From 1998 to 2005, the number of serious adverse effects from medicines reported to the FDA more than doubled, according to a report published in this week's Journal of the American Medical Association (JAMA). "These data show a marked increase in reported deaths and serious injuries associated with drug therapy over the study period," write the researchers from the Institute for Safe Medication Practices, in Pennsylvania.
The data may be accurate, but without a deeper understanding about how important innovations have changed the way doctors practice medicine, the numbers lack context and are worse than useless in terms of public policy.
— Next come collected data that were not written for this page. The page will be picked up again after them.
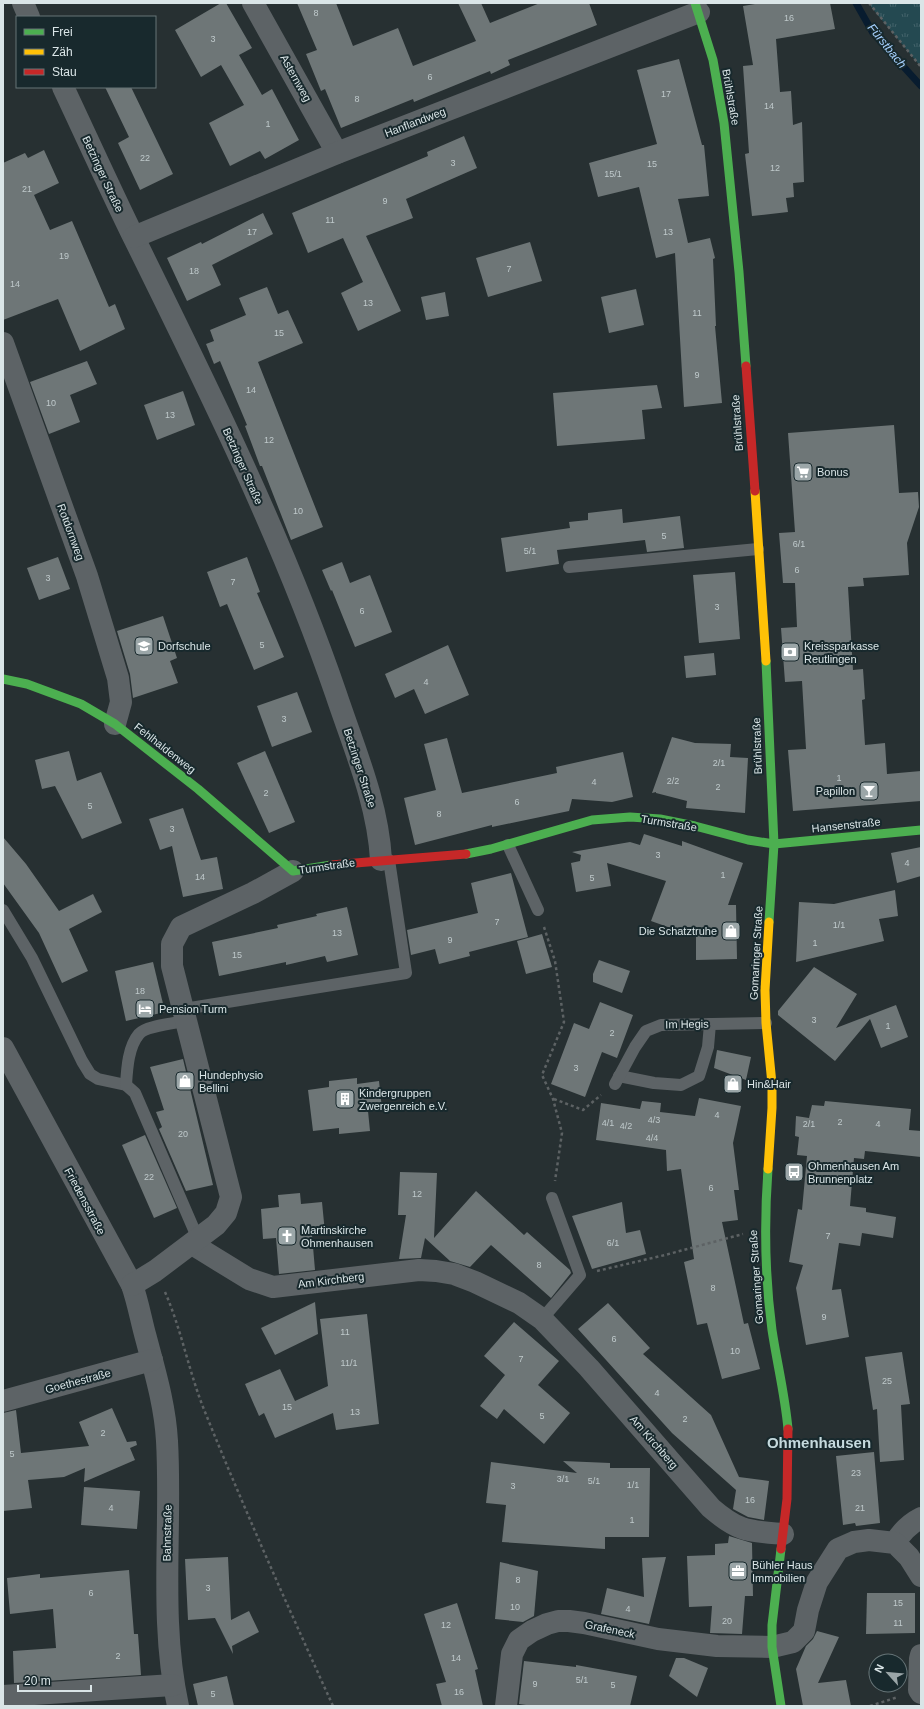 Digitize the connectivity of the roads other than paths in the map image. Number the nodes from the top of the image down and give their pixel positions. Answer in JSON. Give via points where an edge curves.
{"nodes":[{"id":1,"x":23,"y":3,"type":"edge"},
{"id":2,"x":253,"y":3,"type":"edge"},
{"id":3,"x":697,"y":8,"type":"edge"},
{"id":4,"x":29,"y":16,"type":"edge"},
{"id":5,"x":63,"y":88,"type":"edge"},
{"id":6,"x":337,"y":153,"type":"junction"},
{"id":7,"x":134,"y":237,"type":"junction"},
{"id":8,"x":3,"y":343,"type":"edge"},
{"id":9,"x":758,"y":549,"type":"junction"},
{"id":10,"x":569,"y":567,"type":"dead end"},
{"id":11,"x":3,"y":679,"type":"edge"},
{"id":12,"x":115,"y":724,"type":"junction"},
{"id":13,"x":921,"y":830,"type":"edge"},
{"id":14,"x":508,"y":844,"type":"junction"},
{"id":15,"x":774,"y":844,"type":"junction"},
{"id":16,"x":385,"y":860,"type":"junction"},
{"id":17,"x":293,"y":871,"type":"junction"},
{"id":18,"x":3,"y":910,"type":"edge"},
{"id":19,"x":538,"y":910,"type":"road end"},
{"id":20,"x":185,"y":1015,"type":"junction"},
{"id":21,"x":766,"y":1023,"type":"junction"},
{"id":22,"x":710,"y":1024,"type":"junction"},
{"id":23,"x":3,"y":1048,"type":"edge"},
{"id":24,"x":126,"y":1085,"type":"junction"},
{"id":25,"x":552,"y":1198,"type":"road end"},
{"id":26,"x":195,"y":1242,"type":"junction"},
{"id":27,"x":132,"y":1285,"type":"junction"},
{"id":28,"x":542,"y":1319,"type":"junction"},
{"id":29,"x":152,"y":1360,"type":"junction"},
{"id":30,"x":3,"y":1400,"type":"edge"},
{"id":31,"x":921,"y":1518,"type":"edge"},
{"id":32,"x":783,"y":1534,"type":"junction"},
{"id":33,"x":895,"y":1543,"type":"junction"},
{"id":34,"x":921,"y":1576,"type":"edge"},
{"id":35,"x":772,"y":1647,"type":"junction"},
{"id":36,"x":921,"y":1655,"type":"edge"},
{"id":37,"x":173,"y":1685,"type":"junction"},
{"id":38,"x":920,"y":1691,"type":"edge"},
{"id":39,"x":3,"y":1696,"type":"edge"},
{"id":40,"x":178,"y":1706,"type":"edge"},
{"id":41,"x":506,"y":1706,"type":"edge"},
{"id":42,"x":781,"y":1706,"type":"edge"}],
"edges":[{"from":1,"to":4,"type":"street"},
{"from":2,"to":6,"type":"street","name":"Asternweg"},
{"from":3,"to":6,"type":"street","name":"Hanflandweg"},
{"from":3,"to":9,"type":"street","name":"Brühlstraße","via":[[713,60],[729,162]]},
{"from":5,"to":7,"type":"street","name":"Betzinger Straße"},
{"from":6,"to":7,"type":"street","name":"Hanflandweg"},
{"from":7,"to":16,"type":"street","name":"Betzinger Straße","via":[[210,391],[300,596],[369,794]]},
{"from":8,"to":12,"type":"street","name":"Rotdornweg","via":[[87,576],[118,678],[121,702]]},
{"from":9,"to":10,"type":"lane"},
{"from":9,"to":15,"type":"street","name":"Brühlstraße","via":[[765,639]]},
{"from":11,"to":12,"type":"street","name":"Fehlhaldenweg","via":[[27,684],[81,704]]},
{"from":12,"to":17,"type":"street","name":"Fehlhaldenweg","via":[[204,794]]},
{"from":13,"to":15,"type":"street","name":"Hansenstraße"},
{"from":14,"to":15,"type":"street","name":"Turmstraße","via":[[592,820],[630,817],[667,820]]},
{"from":14,"to":16,"type":"street","name":"Turmstraße","via":[[461,855]]},
{"from":14,"to":19,"type":"lane"},
{"from":15,"to":21,"type":"street","name":"Gomaringer Straße","via":[[765,990]]},
{"from":16,"to":17,"type":"street","name":"Turmstraße"},
{"from":16,"to":20,"type":"lane","via":[[406,973]]},
{"from":17,"to":20,"type":"street","name":"Turmstraße","via":[[181,927],[172,944],[172,966]]},
{"from":18,"to":24,"type":"lane","via":[[32,958],[90,1074],[98,1079]]},
{"from":20,"to":24,"type":"lane","via":[[139,1033],[128,1065]]},
{"from":20,"to":26,"type":"street","name":"Turmstraße","via":[[231,1197],[226,1214]]},
{"from":21,"to":22,"type":"lane","name":"Im Hegis"},
{"from":21,"to":32,"type":"street","name":"Gomaringer Straße","via":[[772,1108],[764,1228],[772,1329],[786,1409],[788,1438],[787,1499]]},
{"from":22,"to":22,"type":"lane","name":"Im Hegis","via":[[661,1024],[646,1031],[617,1080],[681,1085],[699,1076],[708,1047]]},
{"from":23,"to":27,"type":"street","name":"Friedensstraße"},
{"from":24,"to":26,"type":"lane","via":[[135,1093]]},
{"from":25,"to":28,"type":"lane","via":[[580,1275]]},
{"from":26,"to":27,"type":"street"},
{"from":26,"to":28,"type":"street","name":"Am Kirchberg","via":[[249,1279],[273,1287],[388,1272],[436,1271],[475,1282],[512,1300]]},
{"from":27,"to":29,"type":"street","name":"Friedensstraße"},
{"from":28,"to":32,"type":"street","name":"Am Kirchberg","via":[[589,1368],[712,1508],[735,1526],[752,1532]]},
{"from":29,"to":30,"type":"street","name":"Goethestraße"},
{"from":29,"to":37,"type":"street","name":"Bahnstraße","via":[[164,1409],[167,1441],[167,1593]]},
{"from":31,"to":33,"type":"street","via":[[909,1524]]},
{"from":32,"to":35,"type":"street","name":"Gomaringer Straße","via":[[774,1602]]},
{"from":33,"to":34,"type":"street","via":[[908,1556]]},
{"from":33,"to":35,"type":"street","name":"Grafeneck","via":[[869,1540],[854,1542],[838,1549],[817,1582],[804,1631],[793,1642]]},
{"from":35,"to":41,"type":"street","name":"Grafeneck","via":[[717,1646],[658,1639],[584,1623],[558,1621],[532,1631],[519,1640],[512,1654]]},
{"from":35,"to":42,"type":"street","name":"Gomaringer Straße"},
{"from":36,"to":38,"type":"street"},
{"from":37,"to":39,"type":"street"},
{"from":37,"to":40,"type":"street","name":"Bahnstraße"}]} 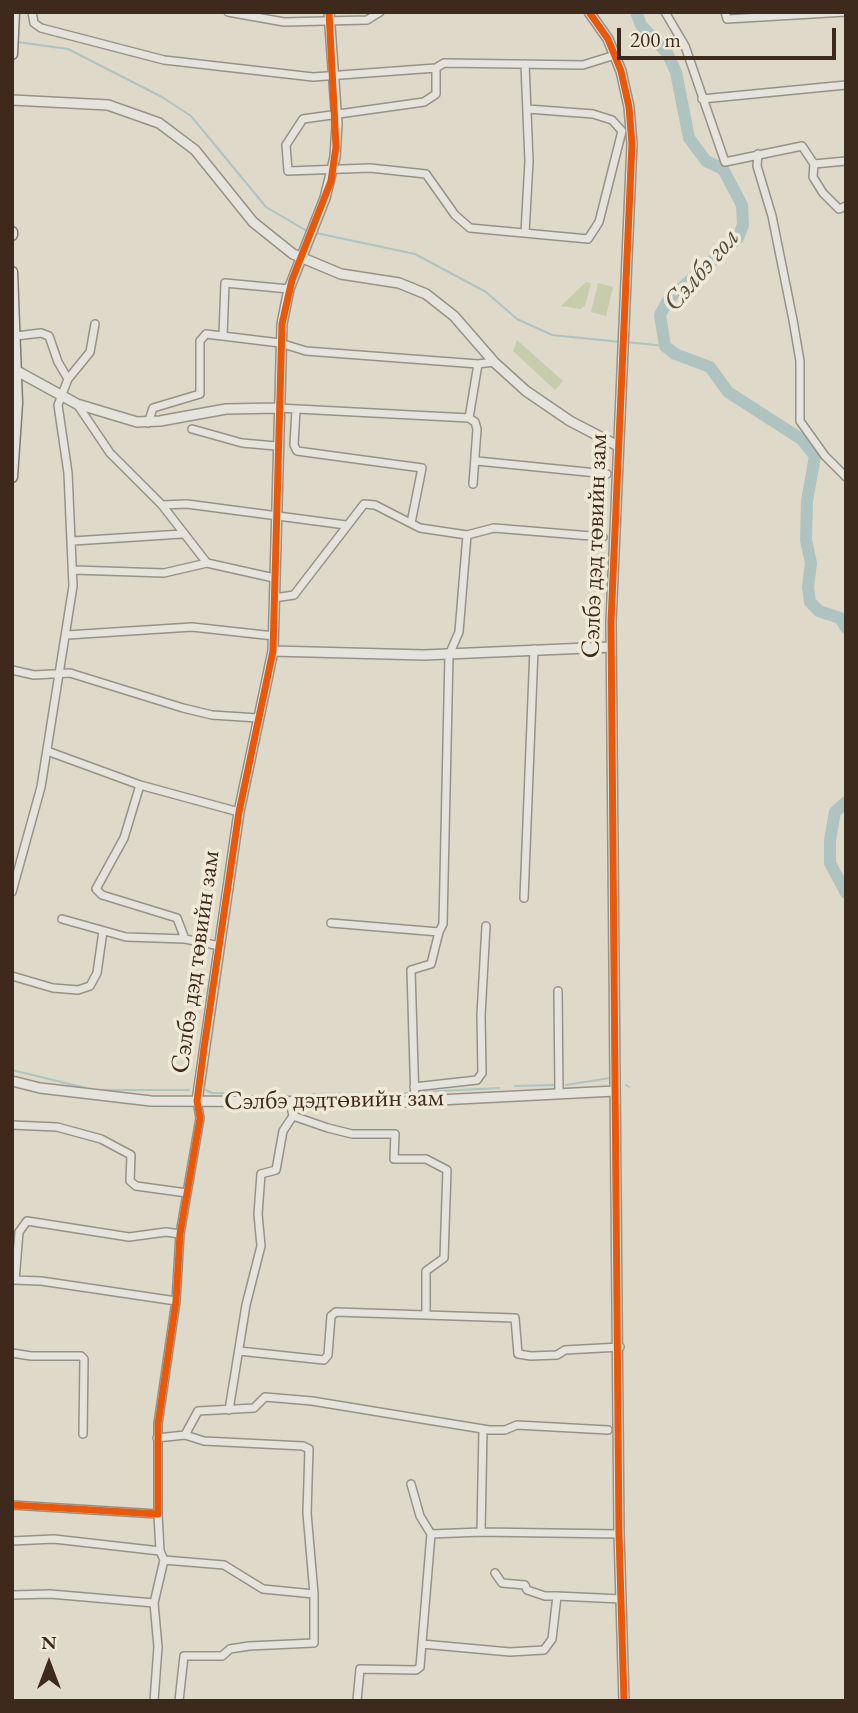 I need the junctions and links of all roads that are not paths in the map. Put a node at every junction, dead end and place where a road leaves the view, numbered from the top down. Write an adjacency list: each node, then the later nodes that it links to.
1 (14, 12): 10 (main road)
2 (32, 12): 14 (street)
3 (228, 12): 9 (street)
4 (380, 12): 9 (street)
5 (589, 12): 11 (street, Сэлбэ дэд төвийн зам)
6 (665, 12): 16 (street)
7 (725, 12): 8 (street)
8 (846, 12)
9 (329, 17): 14 (street)
10 (13, 52)
11 (615, 55): 12 (street); 46 (street, Сэлбэ дэд төвийн зам)
12 (525, 64): 13 (street); 18 (street)
13 (436, 68): 14 (street); 19 (street)
14 (333, 77): 19 (street)
15 (846, 85): 16 (street)
16 (702, 99): 20 (street)
17 (12, 100): 26 (street, Сэлбэ дэд төвийн зам)
18 (528, 109): 25 (street); 25 (street)
19 (336, 113): 23 (street); 23 (street)
20 (758, 154): 22 (street); 50 (street)
21 (846, 161): 22 (street)
22 (814, 164): 24 (street)
23 (333, 169): 25 (street); 26 (street)
24 (846, 206)
25 (524, 233)
26 (302, 254): 28 (street, Сэлбэ дэд төвийн зам); 34 (street, Сэлбэ дэд төвийн зам)
27 (12, 272): 31 (main road)
28 (289, 289): 30 (street); 32 (street, Сэлбэ дэд төвийн зам)
29 (95, 324): 37 (street)
30 (223, 335): 32 (street); 43 (street)
31 (16, 336): 33 (main road); 37 (street)
32 (280, 343): 35 (street); 40 (street, Сэлбэ дэд төвийн зам)
33 (14, 352): 36 (main road)
34 (494, 362): 35 (street); 46 (street, Сэлбэ дэд төвийн зам)
35 (478, 363): 42 (street)
36 (17, 371): 38 (street); 49 (main road)
37 (68, 379): 38 (street)
38 (60, 397): 39 (street); 59 (street)
39 (76, 404): 43 (street); 52 (street)
40 (278, 408): 41 (street); 43 (street); 45 (street, Сэлбэ дэд төвийн зам)
41 (296, 409): 42 (street); 54 (street)
42 (469, 418): 47 (street)
43 (148, 423)
44 (192, 429): 45 (street)
45 (276, 446): 53 (street, Сэлбэ дэд төвийн зам)
46 (618, 446): 66 (street, Сэлбэ дэд төвийн зам)
47 (477, 461): 48 (street); 51 (street)
48 (607, 474)
49 (12, 477)
50 (846, 477)
51 (473, 484)
52 (162, 505): 53 (street); 56 (street)
53 (277, 517): 55 (street); 62 (street, Сэлбэ дэд төвийн зам)
54 (411, 523): 55 (street); 57 (street)
55 (346, 525): 63 (street)
56 (183, 534): 59 (street); 60 (street)
57 (467, 535): 58 (street); 69 (street)
58 (603, 537)
59 (73, 541): 61 (street)
60 (207, 563): 61 (street); 62 (street)
61 (74, 570): 64 (street)
62 (274, 578): 63 (street, Сэлбэ дэд төвийн зам)
63 (274, 598): 65 (street, Сэлбэ дэд төвийн зам)
64 (67, 635): 65 (street); 71 (street)
65 (274, 636): 68 (street, Сэлбэ дэд төвийн зам)
66 (611, 647): 67 (street, Сэлбэ дэд төвийн зам); 89 (street, Сэлбэ дэд төвийн зам)
67 (534, 649): 69 (street, Сэлбэ дэд төвийн зам); 77 (street)
68 (273, 651): 69 (street, Сэлбэ дэд төвийн зам); 72 (street, Сэлбэ дэд төвийн зам)
69 (449, 655): 82 (street)
70 (12, 670): 71 (street)
71 (60, 672): 72 (street); 73 (street)
72 (258, 718): 75 (street, Сэлбэ дэд төвийн зам)
73 (47, 751): 74 (street); 76 (street)
74 (140, 785): 75 (street); 83 (street)
75 (239, 812): 84 (street, Сэлбэ дэд төвийн зам)
76 (12, 892)
77 (524, 898)
78 (62, 919): 81 (street)
79 (331, 923): 82 (street)
80 (486, 926): 88 (street)
81 (103, 931): 83 (street); 85 (street)
82 (439, 932): 88 (street)
83 (185, 939): 84 (street)
84 (220, 946): 91 (street, Сэлбэ дэд төвийн зам)
85 (12, 976)
86 (558, 991): 90 (street)
87 (12, 1081): 91 (street, Сэлбэ дэдтөвийн зам)
88 (414, 1087): 93 (street)
89 (615, 1091): 90 (street, Сэлбэ дэдтөвийн зам); 101 (street, Сэлбэ дэд төвийн зам)
90 (558, 1093): 93 (street, Сэлбэ дэдтөвийн зам)
91 (197, 1101): 92 (street, Сэлбэ дэдтөвийн зам); 96 (street)
92 (290, 1102): 93 (street, Сэлбэ дэдтөвийн зам); 94 (street)
93 (415, 1102)
94 (293, 1116): 100 (street); 102 (street)
95 (12, 1125): 96 (street)
96 (187, 1193): 97 (street)
97 (180, 1234): 98 (street); 99 (street)
98 (13, 1280): 99 (street)
99 (176, 1301): 110 (street)
100 (426, 1314): 101 (street); 102 (street)
101 (620, 1347): 116 (street, Сэлбэ дэд төвийн зам)
102 (239, 1351): 105 (street)
103 (13, 1353): 104 (street); 108 (street)
104 (12, 1361)
105 (229, 1410): 106 (street); 109 (street)
106 (483, 1429): 107 (street); 114 (street)
107 (608, 1430)
108 (83, 1434)
109 (185, 1435): 110 (street); 121 (street)
110 (157, 1438): 113 (street)
111 (411, 1484): 115 (street)
112 (12, 1504): 113 (street)
113 (158, 1514): 118 (street)
114 (481, 1532): 115 (street); 116 (street)
115 (431, 1534): 126 (street)
116 (620, 1534): 124 (street, Сэлбэ дэд төвийн зам)
117 (12, 1541): 118 (street)
118 (160, 1551): 119 (street)
119 (164, 1560): 121 (street); 125 (street)
120 (495, 1573): 123 (street)
121 (314, 1594): 128 (street)
122 (12, 1595): 125 (street)
123 (556, 1596): 124 (street); 126 (street)
124 (621, 1599): 130 (street, Сэлбэ дэд төвийн зам)
125 (154, 1603): 127 (street)
126 (422, 1644): 129 (street)
127 (154, 1701)
128 (179, 1701)
129 (358, 1701)
130 (624, 1701)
This information may further skew the drug approval process towards excessive caution, leading to even more lives lost because of delays in getting drugs to market in the unrealistic search for 100 percent "safe" medication.
When doctors had little more than aspirin and penicillin at their disposal, adverse drug effects were far lower than they are today (but still not nil), but there were far fewer conditions they could even dream of treating with drugs, and patients suffered because of it. We could easily improve "drug safety," in a narrow sense of the phrase, by turning back the pharmaceutical clock 10, 20, or even 50 years. But we all know such a move would be to the detriment of public health -- even though we'd thereby eliminate the risks that come from new drugs as highlighted in this latest report.
Similarly, slowing down the approval process today would hamper innovation --no help to those who would die without trying a risky new medical approach.
Consider as an analogy the "safety" record of the world's top cardiologists. The authors of the JAMA report might find that twice as many patients die under the care of these top doctors than under the care of local physicians. It doesn't take a brain surgeon to realize that's not because the specialists aren't good -- it is that their reputation attracts the most difficult and risky cases. The same is true with some of the pharmaceuticals studied between 1998 and 2005.
Doctors are calling on medications to do things we never thought possible. Statin drugs, as one example, have contributed to the dramatic decline in cardiovascular mortality over the past 20 years. Just two decades ago, without these therapies, many patients died as expected -- from diseases instead of (occasionally) from drug side effects.
Weigh the lives saved by new drugs against the ones lost because of them and you'd draw a very different lesson than this report: hurry up and get new drugs to market, then let patients and physicians weigh the risks and the benefits and make an informed decision. In the meantime, people are dying to make a choice.
Jeff Stier is an associate director of the American Council on Science and Health (ACSH.org, HealthFactsAndFears.com).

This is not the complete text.